Guest computer smarty and movie-hound Jasmin Chua writes:
I've been following your backup woes on your blog. Here's a tip for your readers: Try Mimeo 1.5 (www.tanagra.com). It's a program that monitors and backs up any folders and file types you specify. It can also save multiple versions of the same file to different devices—a hard drive, USB device, FTP server, or a Memeo Internet disk (remote storage space you can "rent".) It's free to try, but the full version costs $24.95.
Thanks, Jasmin! I wish I'd asked your advice earlier, for instance last week.
So I've taken to calling Apple for no particular reason. I always have a question, of course (like "Wh-what happened??"), but it's gratuitous. The conversations end up sounding a little like Minor Tweaks' yearning but fruitless
courtship of Anna, the superficially caring, ultimately cold Ikea-bot. Am I confessing? Venting? Seeking solace?
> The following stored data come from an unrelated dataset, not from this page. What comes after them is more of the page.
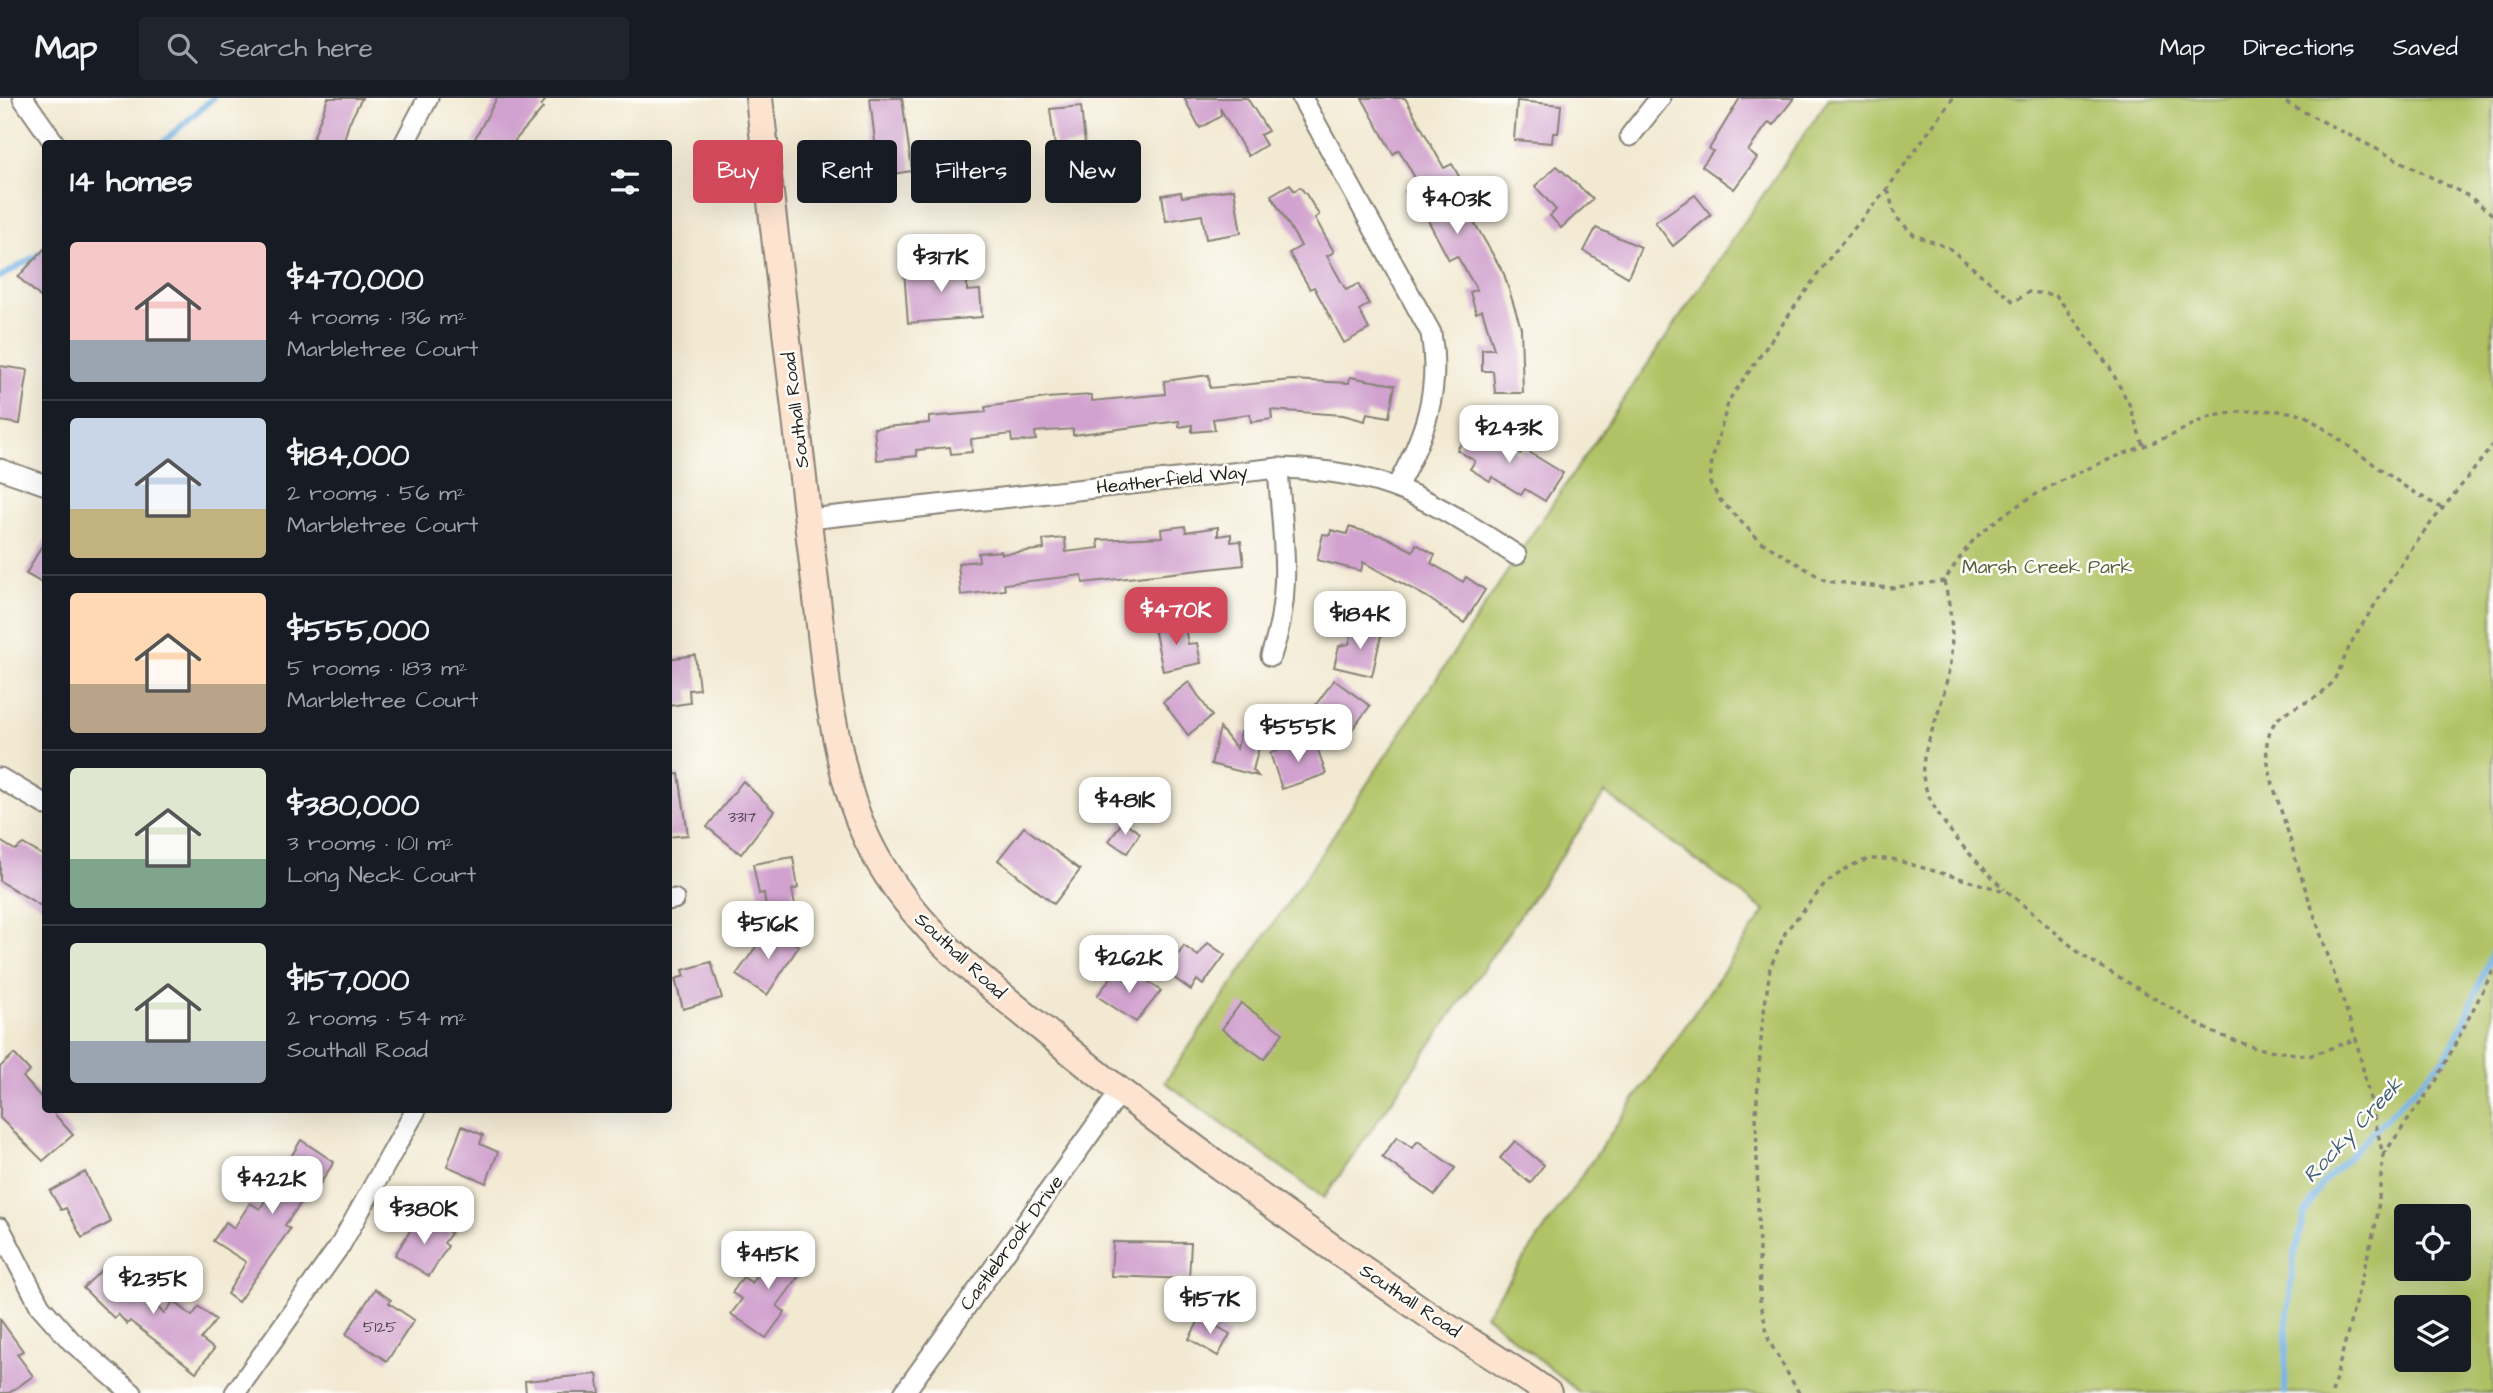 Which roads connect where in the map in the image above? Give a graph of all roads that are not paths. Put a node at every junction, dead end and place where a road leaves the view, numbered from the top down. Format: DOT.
graph roads {
  1 [pos="23,98"];
  2 [pos="428,98"];
  3 [pos="759,98"];
  4 [pos="1302,98"];
  5 [pos="1660,98"];
  6 [pos="1630,136"];
  7 [pos="52,140"];
  8 [pos="406,140"];
  9 [pos="0,468"];
  10 [pos="1278,468"];
  11 [pos="42,484"];
  12 [pos="1397,486"];
  13 [pos="809,519"];
  14 [pos="1516,555"];
  15 [pos="1271,656"];
  16 [pos="0,778"];
  17 [pos="42,803"];
  18 [pos="1120,1093"];
  19 [pos="413,1113"];
  20 [pos="0,1228"];
  21 [pos="132,1393"];
  22 [pos="235,1393"];
  23 [pos="904,1393"];
  24 [pos="1548,1393"];
  1 -- 7 [label="street"];
  2 -- 8 [label="street"];
  3 -- 13 [label="street, Southall Road"];
  4 -- 12 [label="street"];
  5 -- 6 [label="street"];
  9 -- 11 [label="street"];
  10 -- 12 [label="street, Heatherfield Way"];
  10 -- 13 [label="street, Heatherfield Way"];
  10 -- 15 [label="street"];
  12 -- 14 [label="street, Heatherfield Way"];
  13 -- 18 [label="street, Southall Road"];
  16 -- 17 [label="street"];
  18 -- 23 [label="street, Castlebrook Drive"];
  18 -- 24 [label="street, Southall Road"];
  19 -- 22 [label="street"];
  20 -- 21 [label="street"];
}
Just wanting to talk tech support, as though I still had a working iBook, the hardware equivalent of a phantom limb? Hard to say.
Today's remarkably kind (especially considering my semi-homicidal tone) Apple guy said that he's learned as a technician that every time you do anything at all, like a system update, any transfer of files, or new installation of any kind, you back up. Makes sense. Hubris. All the hubris is staggering. Hubris tends to do that, once you realize how false and loaded it was. False and loaded—I dated a guy like that once. He had a very flashy car. But back to the matter at hand: Won't you please, won't you please, please won't you do a backup? Thank you. It restores the order.
So you say you know all this? Old hand? Nothing new? I've been getting a lot of that. "Oh, gosh, I back up every day." "I have a fabulous external hard drive." "I have a supercomputer dating from the 1957 Tracy-Hepburn vehicle
Desk Set that does it all for me while I catnap and will eventually replace me and my silly files altogether." Well, if all of you to the last reader backed up every day, Apple (and IBM, let's not forget IBM, and Dell, and all those other brands I've never bothered to think about—I lived in Palo Alto in 1982 and I'm brand-loyal) wouldn't have a help line, would they? Y'all remind me of me in third grade, whose pre-TV-literacy conversations often went like this:
Kid: Hey, didja see Welcome Back Kotter last night?
Me: Oh, yeah.
Kid: Really? What was your favorite part?
Me: Um...what was yours?
Kid: The part where [insert Kotter-era detail here].
Me: Oh yeah, me too!
I'll buy that you back up every day, but only if you buy that I learned how to do the "nanu-nanu" fingers from TV and not from you five seconds ago.